Go through the listing beneath this task and return every line that carries the string "Order".
####
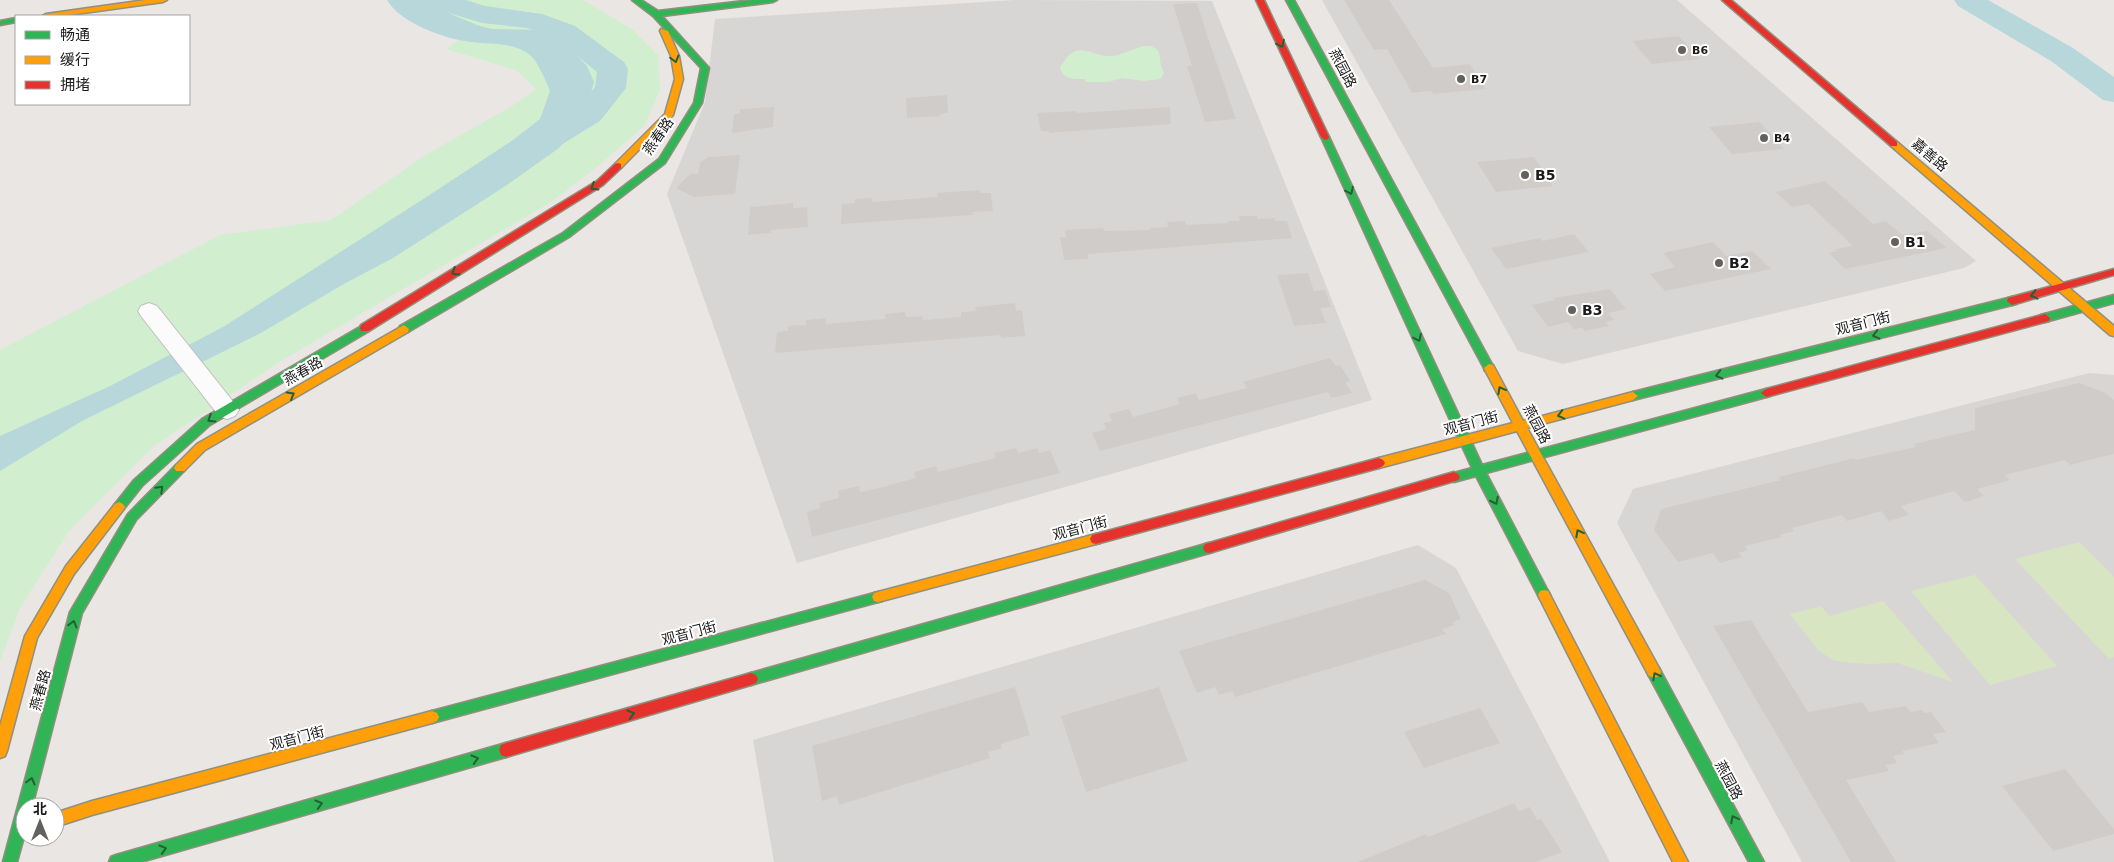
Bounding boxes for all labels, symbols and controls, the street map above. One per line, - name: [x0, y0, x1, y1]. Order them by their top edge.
- legend: [15, 15, 190, 105]
- text: 畅通: [60, 26, 90, 44]
- one-way arrow: [1275, 38, 1285, 47]
- marker: B6: [1676, 44, 1688, 56]
- place label: B6: [1692, 44, 1708, 57]
- street label: 燕园路: [1326, 46, 1360, 90]
- text: 缓行: [60, 51, 90, 69]
- one-way arrow: [669, 54, 679, 62]
- marker: B7: [1455, 73, 1467, 85]
- place label: B7: [1471, 73, 1487, 86]
- text: 拥堵: [60, 76, 90, 94]
- street label: 燕春路: [639, 114, 677, 158]
- marker: B4: [1758, 132, 1770, 144]
- place label: B4: [1774, 132, 1790, 145]
- street label: 嘉善路: [1909, 135, 1951, 175]
- place label: B5: [1535, 167, 1555, 183]
- marker: B5: [1519, 169, 1531, 181]
- one-way arrow: [590, 180, 599, 190]
- one-way arrow: [1344, 186, 1354, 195]
- place label: B1: [1905, 234, 1925, 250]
- marker: B1: [1889, 236, 1901, 248]
- place label: B2: [1729, 255, 1749, 271]
- marker: B2: [1713, 257, 1725, 269]
- one-way arrow: [452, 266, 461, 276]
- one-way arrow: [2029, 289, 2038, 300]
- place label: B3: [1582, 302, 1602, 318]
- marker: B3: [1566, 304, 1578, 316]
- street label: 观音门街: [1834, 308, 1892, 338]
- one-way arrow: [1872, 329, 1881, 340]
- one-way arrow: [1412, 333, 1423, 342]
- street label: 燕春路: [281, 354, 325, 388]
- one-way arrow: [1714, 369, 1723, 380]
- one-way arrow: [1498, 387, 1508, 396]
- one-way arrow: [286, 391, 295, 401]
- street label: 燕园路: [1520, 402, 1554, 446]
- street label: 观音门街: [1442, 408, 1500, 438]
- one-way arrow: [1557, 409, 1566, 420]
- one-way arrow: [208, 413, 217, 423]
- one-way arrow: [154, 485, 163, 494]
- one-way arrow: [1489, 496, 1499, 505]
- street label: 观音门街: [1051, 513, 1109, 543]
- one-way arrow: [1575, 530, 1585, 539]
- street label: 观音门街: [660, 618, 718, 648]
- one-way arrow: [67, 620, 78, 628]
- street label: 燕春路: [27, 668, 53, 712]
- one-way arrow: [1652, 673, 1662, 682]
- one-way arrow: [627, 709, 635, 719]
- street label: 观音门街: [268, 723, 326, 753]
- one-way arrow: [471, 754, 479, 764]
- street label: 燕园路: [1712, 758, 1746, 802]
- one-way arrow: [25, 777, 36, 786]
- north arrow: [15, 797, 65, 847]
- one-way arrow: [315, 799, 323, 809]
- text: 北: [33, 801, 47, 817]
- one-way arrow: [1730, 815, 1740, 824]
- one-way arrow: [158, 844, 167, 854]

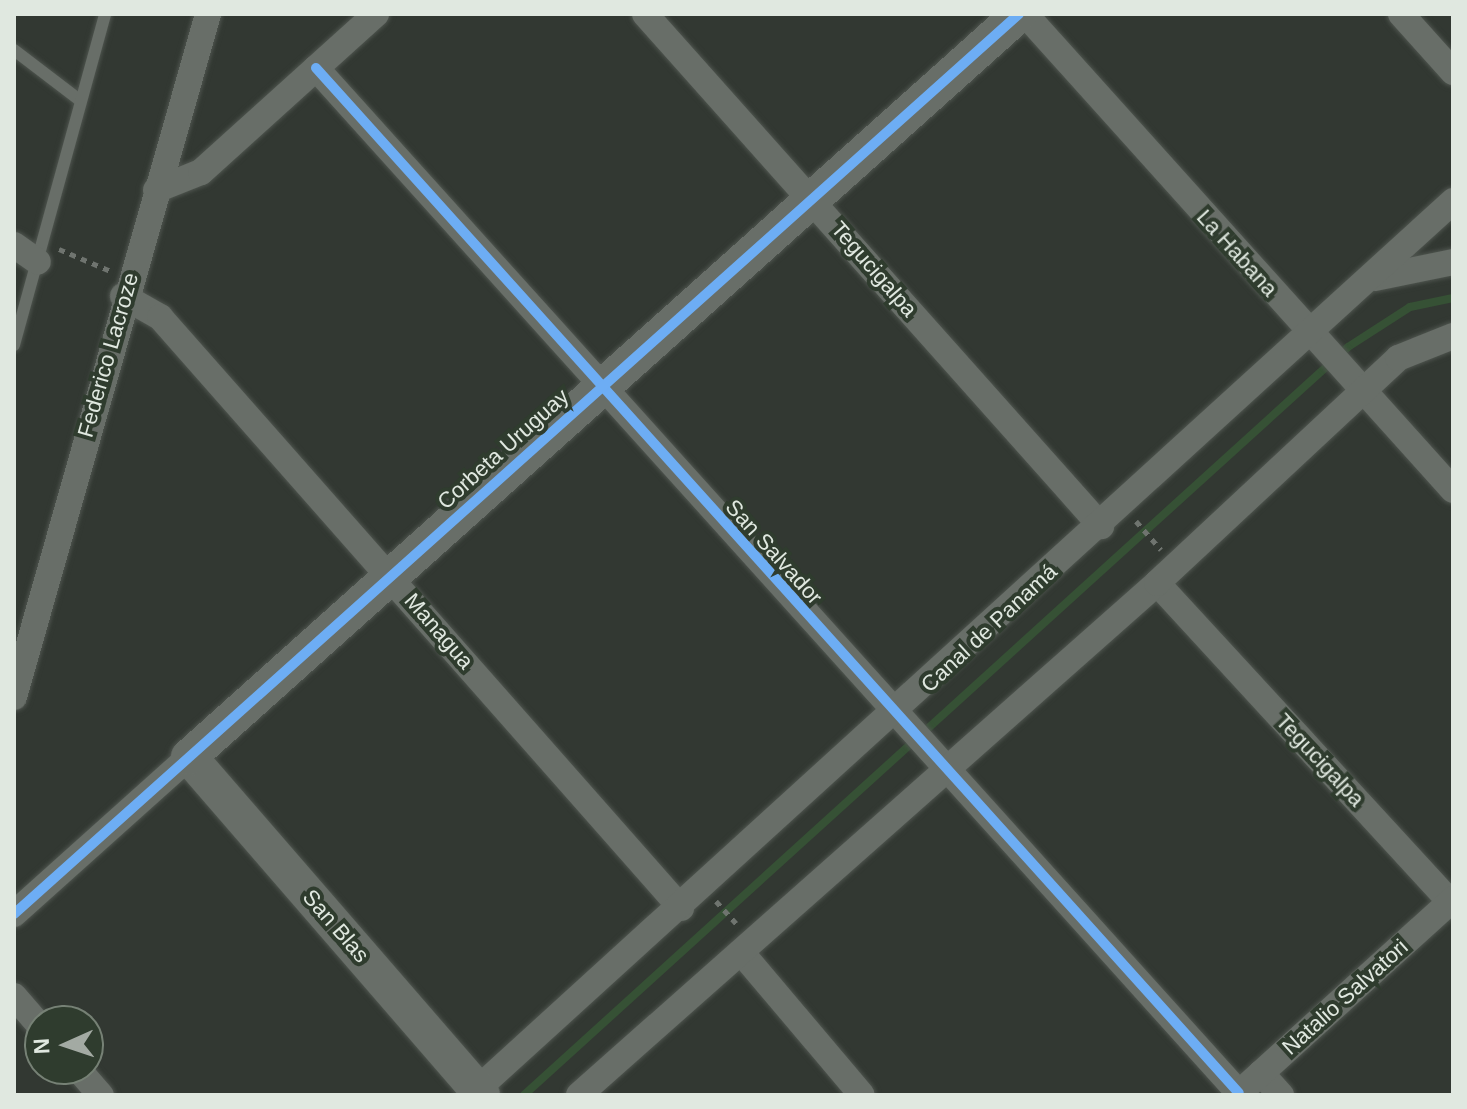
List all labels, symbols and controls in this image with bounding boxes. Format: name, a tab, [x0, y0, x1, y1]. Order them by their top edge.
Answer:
street label: La Habana	[1191, 204, 1283, 302]
street label: Tegucigalpa	[826, 216, 922, 322]
street label: Federico Lacroze	[72, 270, 144, 440]
street label: Corbeta Uruguay	[432, 383, 574, 515]
street label: San Salvador	[720, 494, 828, 610]
street label: Canal de Panamá	[916, 558, 1062, 698]
street label: Managua	[399, 588, 479, 674]
street label: Tegucigalpa	[1270, 708, 1370, 812]
street label: San Blas	[297, 884, 375, 968]
street label: Natalio Salvatori	[1277, 934, 1413, 1060]
north arrow	[24, 1005, 104, 1085]
text: N	[29, 1038, 54, 1055]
####
» YOUR SOLUTION:
Bounding boxes for all labels, symbols and controls, the street map above. One per line, - name: [x0, y0, x1, y1]. Order them by their top edge.
List all labels, symbols and controls in this image with bounding boxes. Format: name, a tab, [x0, y0, x1, y1]. Order them by their top edge.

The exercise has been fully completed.